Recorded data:
• • • • •

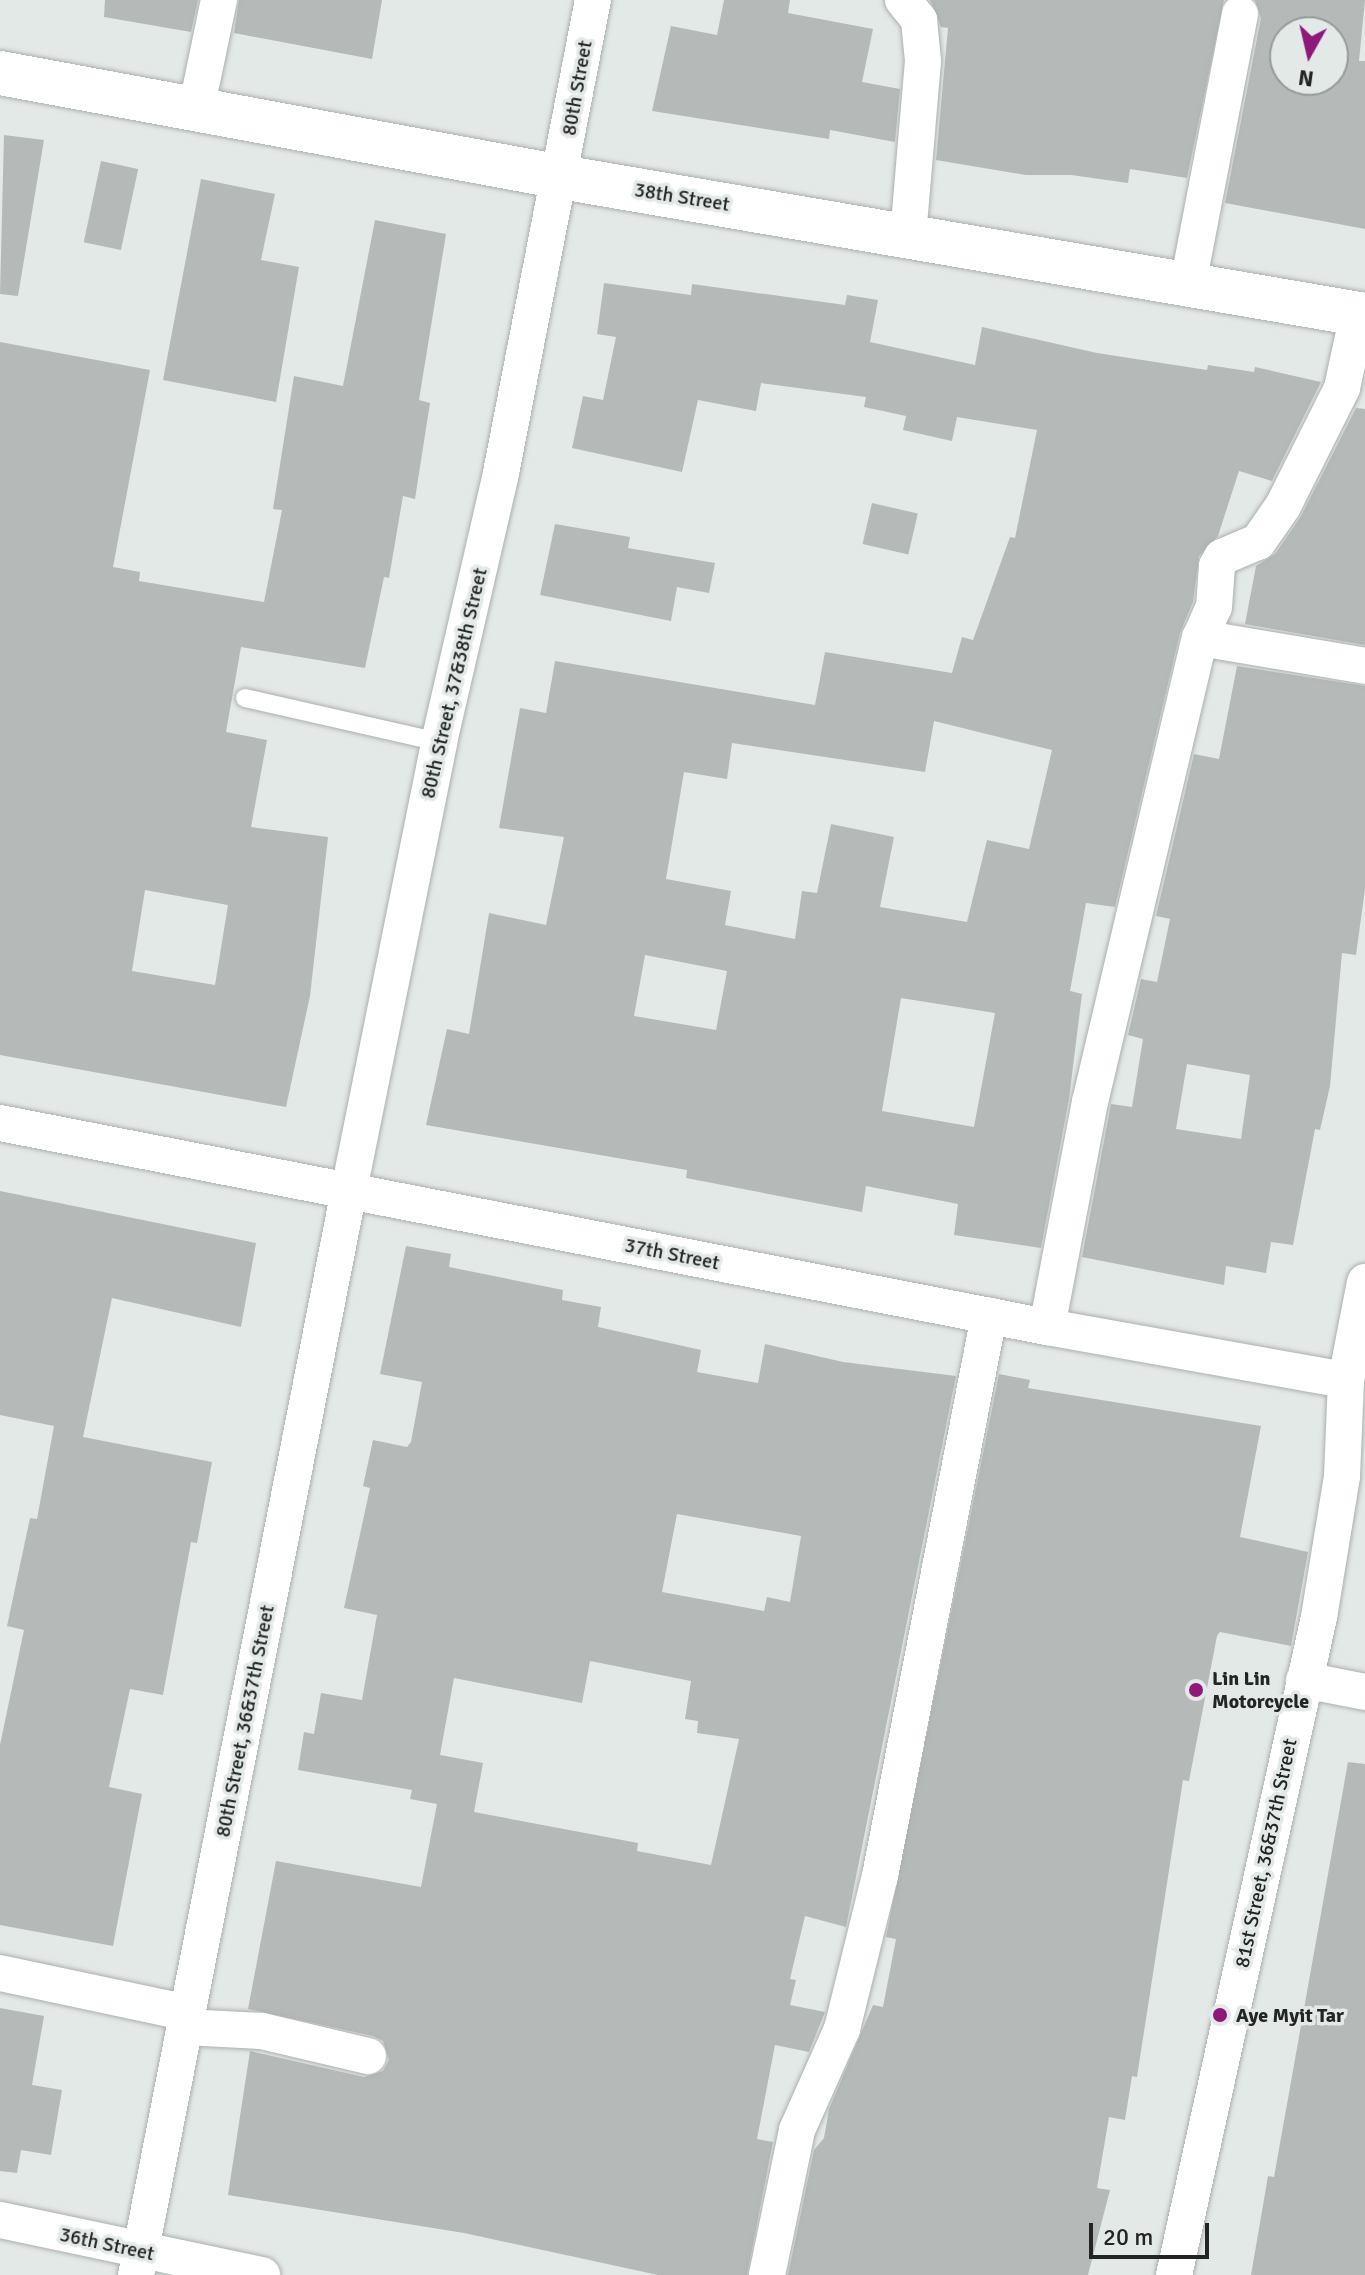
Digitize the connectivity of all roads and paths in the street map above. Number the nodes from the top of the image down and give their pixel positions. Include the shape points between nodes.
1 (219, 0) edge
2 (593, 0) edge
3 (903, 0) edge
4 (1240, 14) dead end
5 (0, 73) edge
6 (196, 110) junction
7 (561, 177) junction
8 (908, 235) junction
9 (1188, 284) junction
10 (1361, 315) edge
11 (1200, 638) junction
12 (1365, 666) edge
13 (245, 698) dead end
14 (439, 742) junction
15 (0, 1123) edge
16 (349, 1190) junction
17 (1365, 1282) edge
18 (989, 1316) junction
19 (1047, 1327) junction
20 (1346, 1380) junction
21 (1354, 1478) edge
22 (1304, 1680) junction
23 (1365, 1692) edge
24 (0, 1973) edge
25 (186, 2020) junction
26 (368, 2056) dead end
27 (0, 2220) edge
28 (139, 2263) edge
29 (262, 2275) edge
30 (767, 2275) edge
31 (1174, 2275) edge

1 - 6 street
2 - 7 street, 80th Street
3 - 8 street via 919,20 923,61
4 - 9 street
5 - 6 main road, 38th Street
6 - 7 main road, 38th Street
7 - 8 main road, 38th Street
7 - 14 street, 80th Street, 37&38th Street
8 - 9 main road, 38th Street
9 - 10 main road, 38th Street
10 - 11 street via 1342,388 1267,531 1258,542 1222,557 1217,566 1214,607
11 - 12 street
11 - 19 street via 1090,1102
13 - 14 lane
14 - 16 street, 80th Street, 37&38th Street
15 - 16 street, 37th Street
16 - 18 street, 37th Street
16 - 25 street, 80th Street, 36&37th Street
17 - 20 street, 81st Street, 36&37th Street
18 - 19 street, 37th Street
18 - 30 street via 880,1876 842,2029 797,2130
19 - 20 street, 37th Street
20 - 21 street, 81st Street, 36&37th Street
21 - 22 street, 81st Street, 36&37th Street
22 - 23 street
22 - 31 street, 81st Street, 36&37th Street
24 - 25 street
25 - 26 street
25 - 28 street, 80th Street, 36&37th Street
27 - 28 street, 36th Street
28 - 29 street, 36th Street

• • • • •

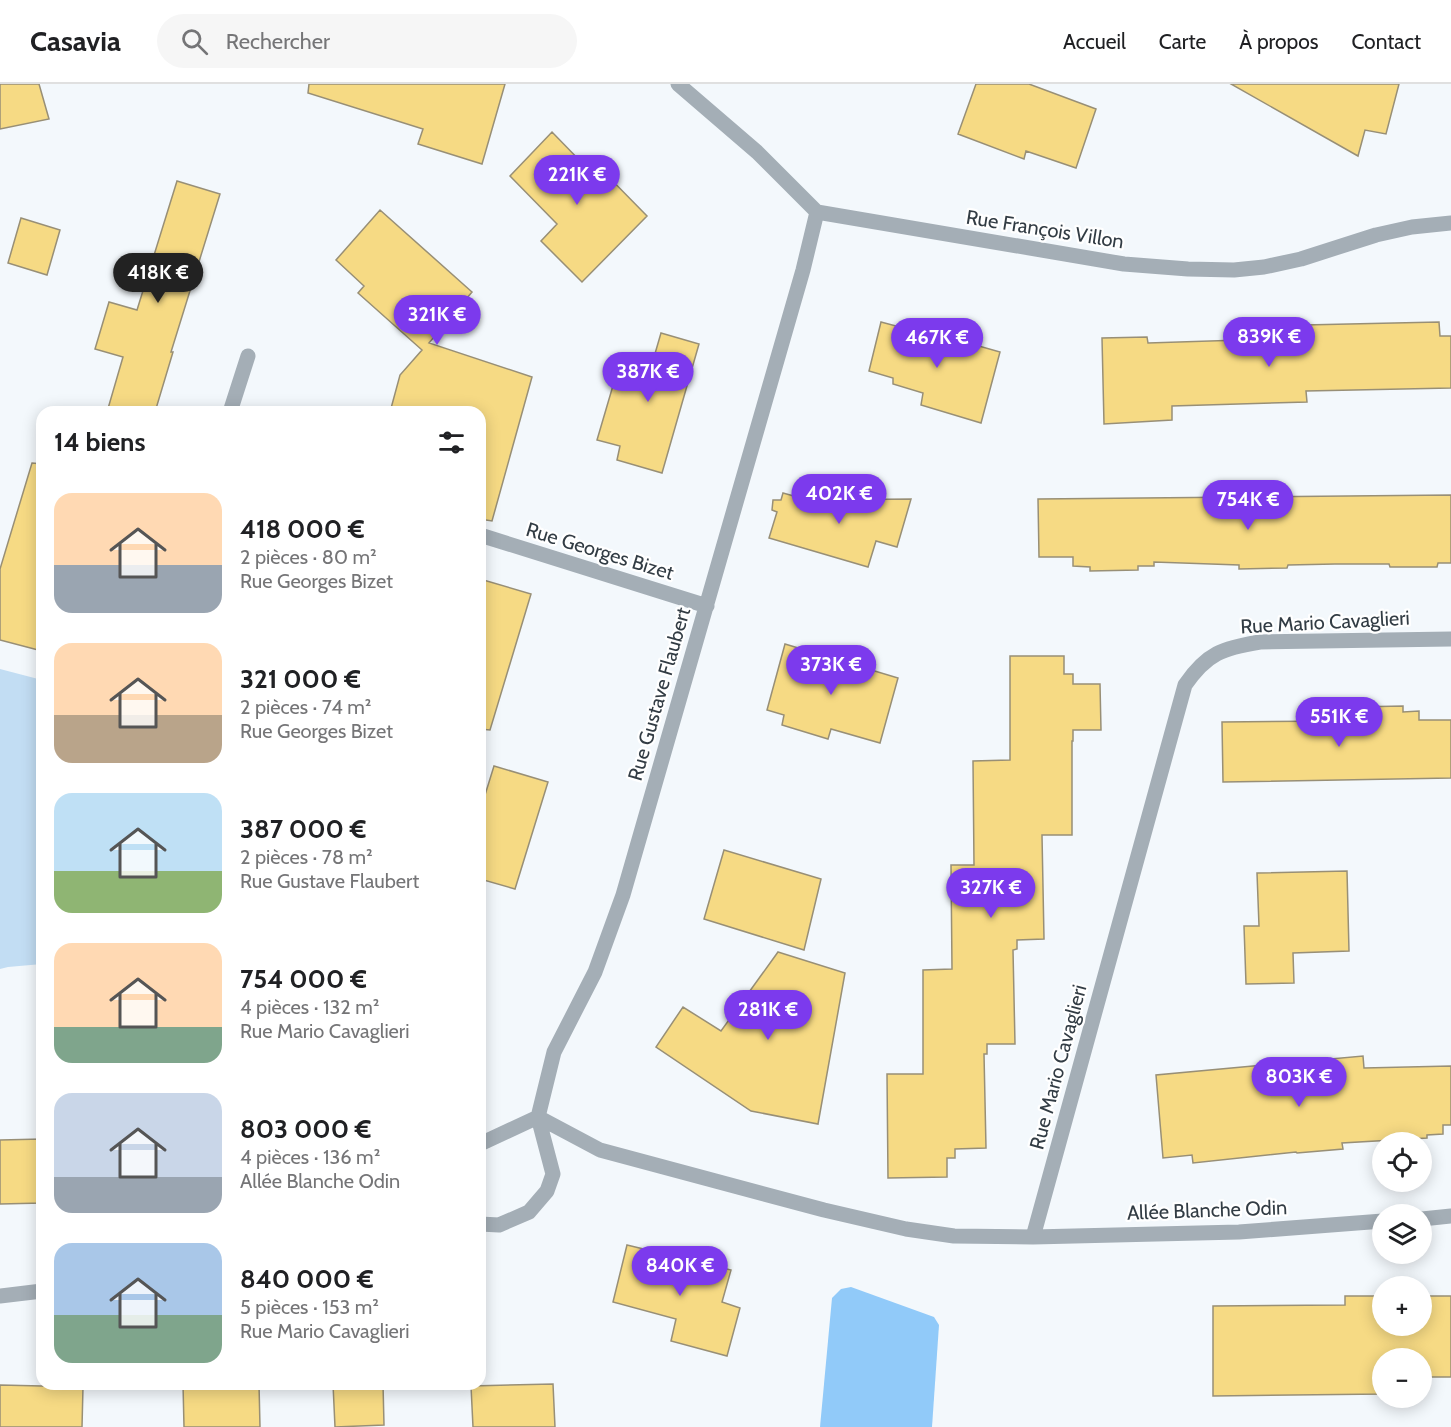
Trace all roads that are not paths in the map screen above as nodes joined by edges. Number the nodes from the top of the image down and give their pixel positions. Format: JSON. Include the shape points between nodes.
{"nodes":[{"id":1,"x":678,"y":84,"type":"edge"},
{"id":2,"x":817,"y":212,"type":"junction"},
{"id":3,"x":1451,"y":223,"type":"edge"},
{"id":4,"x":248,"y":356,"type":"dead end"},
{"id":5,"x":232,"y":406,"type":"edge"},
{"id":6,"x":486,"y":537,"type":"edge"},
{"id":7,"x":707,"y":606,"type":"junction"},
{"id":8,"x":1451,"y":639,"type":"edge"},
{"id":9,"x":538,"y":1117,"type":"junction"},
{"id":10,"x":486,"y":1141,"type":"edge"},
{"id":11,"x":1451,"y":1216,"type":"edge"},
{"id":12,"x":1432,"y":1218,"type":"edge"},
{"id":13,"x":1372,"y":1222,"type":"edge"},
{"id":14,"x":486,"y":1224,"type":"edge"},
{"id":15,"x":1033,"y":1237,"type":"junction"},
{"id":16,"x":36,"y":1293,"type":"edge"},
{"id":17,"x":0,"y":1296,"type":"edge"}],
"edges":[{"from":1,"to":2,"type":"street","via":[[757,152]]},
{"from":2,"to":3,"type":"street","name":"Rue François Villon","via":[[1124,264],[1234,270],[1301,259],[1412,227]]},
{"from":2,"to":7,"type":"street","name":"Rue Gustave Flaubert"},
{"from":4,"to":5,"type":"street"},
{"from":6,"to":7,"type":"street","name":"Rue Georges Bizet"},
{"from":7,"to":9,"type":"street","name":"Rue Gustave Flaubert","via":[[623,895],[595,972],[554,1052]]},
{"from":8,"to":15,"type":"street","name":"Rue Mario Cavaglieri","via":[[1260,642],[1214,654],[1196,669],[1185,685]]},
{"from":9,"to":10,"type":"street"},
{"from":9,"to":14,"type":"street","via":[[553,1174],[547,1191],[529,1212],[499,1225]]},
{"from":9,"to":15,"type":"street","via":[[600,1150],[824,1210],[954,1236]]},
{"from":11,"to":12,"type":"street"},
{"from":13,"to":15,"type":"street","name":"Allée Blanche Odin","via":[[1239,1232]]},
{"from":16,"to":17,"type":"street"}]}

• • • • •

• _Exercise instructions_: Only one number is wanted: how many lines in the records above contain the string "Include".

• _Written response_: 2